Der Schlagwerker Jogi Nestel trotzt den winterlichen Temperaturen und sorgt mit einem Steel Drum Orchester für karibische Klänge in Sindelfingen.
Trinidad, Tobago, Barbados oder Schwabenländle? Am Freitagvormittag spielt die Musik jedenfalls in Sindelfingen. Und sie schallt aus dem Schlagzeugraum der dortigen Musikschule (SMTT). Zehn Musikbegeisterte folgen dem Ruf des Schlagzeugers Jogi Nestel, der an der SMTT unterrichtet und nun das erste Steel Drum Orchester einer deutschen Musikschule gründen will.

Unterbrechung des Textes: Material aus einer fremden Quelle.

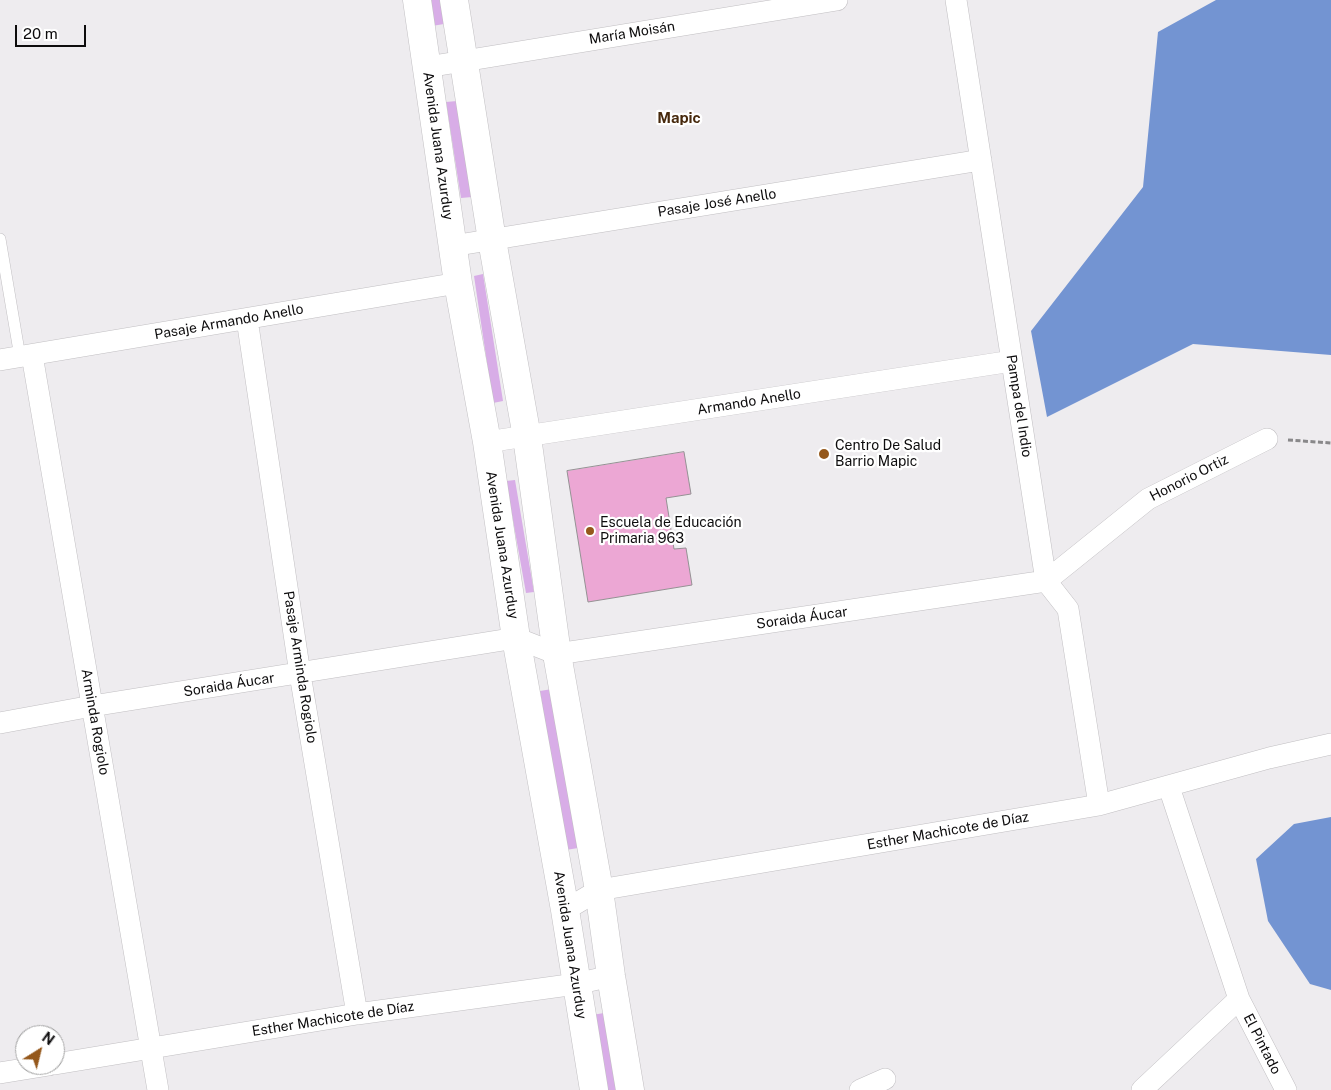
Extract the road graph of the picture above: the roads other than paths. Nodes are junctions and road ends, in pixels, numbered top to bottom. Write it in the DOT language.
graph roads {
  1 [pos="417,0"];
  2 [pos="454,0"];
  3 [pos="837,0"];
  4 [pos="956,0"];
  5 [pos="462,60"];
  6 [pos="426,67"];
  7 [pos="981,160"];
  8 [pos="0,239"];
  9 [pos="492,240"];
  10 [pos="452,246"];
  11 [pos="458,284"];
  12 [pos="248,319"];
  13 [pos="17,357"];
  14 [pos="1012,361"];
  15 [pos="527,437"];
  16 [pos="1267,439"];
  17 [pos="487,442"];
  18 [pos="1046,581"];
  19 [pos="516,638"];
  20 [pos="557,654"];
  21 [pos="300,674"];
  22 [pos="92,706"];
  23 [pos="0,723"];
  24 [pos="1331,744"];
  25 [pos="1169,787"];
  26 [pos="1099,805"];
  27 [pos="599,890"];
  28 [pos="565,910"];
  29 [pos="611,976"];
  30 [pos="576,984"];
  31 [pos="1239,998"];
  32 [pos="357,1014"];
  33 [pos="150,1049"];
  34 [pos="65,1062"];
  35 [pos="15,1071"];
  36 [pos="0,1073"];
  37 [pos="885,1079"];
  38 [pos="158,1090"];
  39 [pos="594,1090"];
  40 [pos="630,1090"];
  41 [pos="860,1090"];
  42 [pos="1142,1090"];
  43 [pos="1286,1090"];
  1 -- 6 [label="main road, Avenida Juana Azurduy"];
  2 -- 5 [label="main road"];
  3 -- 5 [label="street, María Moisán"];
  4 -- 7 [label="street, Pampa del Indio"];
  5 -- 6 [label="street, María Moisán"];
  5 -- 9 [label="main road"];
  6 -- 10 [label="main road, Avenida Juana Azurduy"];
  7 -- 9 [label="street, Pasaje José Anello"];
  7 -- 14 [label="street, Pampa del Indio"];
  8 -- 13 [label="lane"];
  9 -- 10 [label="street, Pasaje José Anello"];
  9 -- 15 [label="main road"];
  10 -- 11 [label="main road, Avenida Juana Azurduy"];
  11 -- 12 [label="street, Pasaje Armando Anello"];
  11 -- 17 [label="main road, Avenida Juana Azurduy"];
  12 -- 13 [label="street, Pasaje Armando Anello"];
  12 -- 21 [label="street, Pasaje Arminda Rogiolo"];
  13 -- 22 [label="street, Arminda Rogiolo"];
  14 -- 15 [label="street, Armando Anello"];
  14 -- 18 [label="street, Pampa del Indio"];
  15 -- 17 [label="street, Armando Anello"];
  15 -- 20 [label="main road"];
  16 -- 18 [label="street, Honorio Ortiz"];
  17 -- 19 [label="main road, Avenida Juana Azurduy"];
  18 -- 20 [label="street, Soraida Áucar"];
  18 -- 26 [label="street, Pampa del Indio"];
  19 -- 20 [label="street"];
  19 -- 21 [label="street, Soraida Áucar"];
  19 -- 28 [label="main road, Avenida Juana Azurduy"];
  20 -- 27 [label="main road"];
  21 -- 22 [label="street, Soraida Áucar"];
  21 -- 32 [label="street, Pasaje Arminda Rogiolo"];
  22 -- 23 [label="street, Soraida Áucar"];
  22 -- 33 [label="street, Arminda Rogiolo"];
  24 -- 25 [label="street, Esther Machicote de Díaz"];
  25 -- 26 [label="street, Esther Machicote de Díaz"];
  25 -- 31 [label="street, El Pintado"];
  26 -- 27 [label="street, Esther Machicote de Díaz"];
  27 -- 28 [label="street, Esther Machicote de Díaz"];
  27 -- 29 [label="main road"];
  28 -- 30 [label="main road, Avenida Juana Azurduy"];
  29 -- 30 [label="street, Esther Machicote de Díaz"];
  29 -- 40 [label="main road"];
  30 -- 32 [label="street, Esther Machicote de Díaz"];
  30 -- 39 [label="main road, Avenida Juana Azurduy"];
  31 -- 42 [label="street"];
  31 -- 43 [label="street, El Pintado"];
  32 -- 33 [label="street, Esther Machicote de Díaz"];
  33 -- 34 [label="street, Esther Machicote de Díaz"];
  33 -- 38 [label="street, Arminda Rogiolo"];
  35 -- 36 [label="street"];
  37 -- 41 [label="street"];
}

Die meisten Teilnehmer der Schnupperrunde haben oder hatten bereits Schlagzeugunterricht bei Nestel oder sind anderweitig mit der Musikschule verbandelt, wie zum Beispiel Sonja Rupp, die Elementare Musikpädagogik, insbesondere für Menschen mit Behinderung, anbietet. Das Angebot Nestels hat sie so gepackt, dass sie bereits vor einem Jahr mit ihrem Ehemann nach Bath in England reiste, um bei Toussaint Clarke, einem Steelpan-Bauer mit karibischen Wurzeln, zwei Instrumente zu erstehen. Am Freitagvormittag ist ihr achtjähriger Enkel Tobias beim ersten Treffen mit dabei. Der hat bereits bei Oma und Opa Blut geleckt und nutzt, nach nur zwei Stunden Schulunterricht, die Gelegenheit, selbst ein paar Schläge mit den Großen machen zu dürfen.
Erfahrungen bei Oma und Opa gesammelt
Die Schlägel sind, wie für Kinderhände gemacht, klein; dann gilt es, die richtigen Stellen auf den Tonfeldern zu treffen, rhythmisch korrekt natürlich. Bei den Großeltern konnte er bereits ein paar Erfahrungen sammeln, sodass einfache Grooves schon ganz gut gelingen. „Das waren schöne Klänge, aber irgendwann auch zu anstrengend“, befindet Tobias nach dem Vormittag.
Ein wenig zu kämpfen hatten zunächst aber auch die Erwachsenen. Im Gegensatz zur gängigen europäischen Musik spielen die Offbeats eine große Rolle und betonen die karibische Leichtigkeit. Die Klangflächen der Instrumente sind konkav in Feinblech getrieben, in Form eines runden Klangkörpers, und folgen, was die Tonplatzierungen anbetrifft, keinem festgelegten System. Im Gegensatz zu den pentatonisch gestimmten Handpans, wie man sie ab und zu in städtischen Fußgängerzonen sieht, verfügen die Stahlpfannen über ein viel breiteres Tonspektrum, was das Spielen nicht unbedingt vereinfacht. Die Anordnung der Töne erscheint anfangs wie blankes Chaos. Aus gutem Grunde sind deshalb die Anspielflächen mit kleinen Aufklebern versehen, damit man Es, B, Fis, C, und wie die Noten alle heißen, trifft. Nestel teilt gleich zu Beginn die Teilnehmer nach vermeintlichen musikalischen Vorerfahrungen ein. Dadurch steht auch in kürzester Zeit ein wohlklingender Karibik- Sound im Raum.
Nächster Termin: 28. Februar
Verschiedene Stimmen einer Steel Drum-Bearbeitung liegen auf den Notenständern. Da alle notenkundig sind, scheint das Lesen der Zweiklänge kein Problem darzustellen, das Finden der Klangflächen ist jedoch für einige Neuland. Dennoch ist das, was nach eineinhalb Stunden zu hören ist, nicht von schlechten Eltern. „Ich freue mich, dass wir gleich beim ersten Mal so weit gekommen sind“, staunt Nestel am Ende. Mit einem Lächeln verabschiedet man sich bis zum nächsten Mal.
Das soll am Freitag, 28. Februar, am selben Ort zur selben Uhrzeit stattfinden. „Wer sich mal an einer Steel Drum ausprobieren will, ist herzlich willkommen“, freut sich Nestel auf weitere Interessenten. Noch sei man im „Findungsstadium“ und die Teilnehmer könnten sich im Laufe der Zeit auf das Instrument festlegen, das ihnen am meisten zusagt. Von High Tenor über Guitar Pan, Double Second Pan und Bass Pans, stehen einige Größen mit unterschiedlichen Tonumfängen zur Verfügung. Eine feste Formation zu gründen, die ein spielfähiges Orchester zum Ziel hat ist Nestels großer Wunsch. „Die Meisterschaftsfeier von Bayern München könnte ein Ziel sein“, scherzt der Trommelmeister augenzwinkernd.